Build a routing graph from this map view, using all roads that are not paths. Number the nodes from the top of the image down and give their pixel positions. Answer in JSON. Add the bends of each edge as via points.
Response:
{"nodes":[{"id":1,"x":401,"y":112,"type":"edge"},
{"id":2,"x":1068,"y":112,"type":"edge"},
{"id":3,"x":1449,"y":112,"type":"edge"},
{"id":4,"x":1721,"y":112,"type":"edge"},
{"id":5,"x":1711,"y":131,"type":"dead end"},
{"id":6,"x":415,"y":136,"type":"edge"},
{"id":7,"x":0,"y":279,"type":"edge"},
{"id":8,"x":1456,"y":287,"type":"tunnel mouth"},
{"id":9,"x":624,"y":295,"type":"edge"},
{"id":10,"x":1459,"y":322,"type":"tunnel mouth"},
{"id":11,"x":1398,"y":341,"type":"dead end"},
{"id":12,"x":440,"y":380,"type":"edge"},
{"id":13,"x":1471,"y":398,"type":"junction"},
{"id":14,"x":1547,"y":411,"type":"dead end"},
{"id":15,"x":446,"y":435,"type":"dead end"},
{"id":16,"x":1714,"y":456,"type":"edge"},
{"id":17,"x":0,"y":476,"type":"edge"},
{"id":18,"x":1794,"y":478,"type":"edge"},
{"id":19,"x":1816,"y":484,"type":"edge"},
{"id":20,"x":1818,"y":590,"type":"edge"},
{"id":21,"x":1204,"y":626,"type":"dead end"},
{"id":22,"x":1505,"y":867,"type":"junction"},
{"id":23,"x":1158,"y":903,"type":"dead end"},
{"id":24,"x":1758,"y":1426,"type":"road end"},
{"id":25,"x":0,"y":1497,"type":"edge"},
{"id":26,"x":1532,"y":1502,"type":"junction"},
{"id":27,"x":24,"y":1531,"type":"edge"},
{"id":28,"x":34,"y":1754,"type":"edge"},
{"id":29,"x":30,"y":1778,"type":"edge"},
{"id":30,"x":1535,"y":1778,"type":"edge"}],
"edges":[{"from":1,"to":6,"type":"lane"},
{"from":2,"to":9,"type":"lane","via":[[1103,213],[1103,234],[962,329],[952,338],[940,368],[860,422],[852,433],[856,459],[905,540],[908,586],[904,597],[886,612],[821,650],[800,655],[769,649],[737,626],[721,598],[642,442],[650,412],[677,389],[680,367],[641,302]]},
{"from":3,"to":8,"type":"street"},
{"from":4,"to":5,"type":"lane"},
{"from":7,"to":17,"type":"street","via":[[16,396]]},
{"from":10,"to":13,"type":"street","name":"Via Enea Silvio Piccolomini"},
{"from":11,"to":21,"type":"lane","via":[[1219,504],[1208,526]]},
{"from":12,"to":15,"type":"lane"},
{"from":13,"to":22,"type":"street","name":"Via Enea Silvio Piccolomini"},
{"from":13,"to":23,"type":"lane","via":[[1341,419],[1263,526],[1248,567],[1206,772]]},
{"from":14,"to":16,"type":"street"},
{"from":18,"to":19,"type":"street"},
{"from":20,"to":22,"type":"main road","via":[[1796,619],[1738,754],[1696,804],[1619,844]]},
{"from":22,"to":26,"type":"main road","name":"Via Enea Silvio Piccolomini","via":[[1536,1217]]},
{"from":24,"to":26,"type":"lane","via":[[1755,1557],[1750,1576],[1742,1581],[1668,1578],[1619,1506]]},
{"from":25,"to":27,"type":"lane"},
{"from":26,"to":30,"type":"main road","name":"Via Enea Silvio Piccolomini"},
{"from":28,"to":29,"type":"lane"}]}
━━━━
[Instructions to follow] Where does the string "main" appear in the records above? Show every line that holds it.

[Task response]
{"from":20,"to":22,"type":"main road","via":[[1796,619],[1738,754],[1696,804],[1619,844]]},
{"from":22,"to":26,"type":"main road","name":"Via Enea Silvio Piccolomini","via":[[1536,1217]]},
{"from":26,"to":30,"type":"main road","name":"Via Enea Silvio Piccolomini"},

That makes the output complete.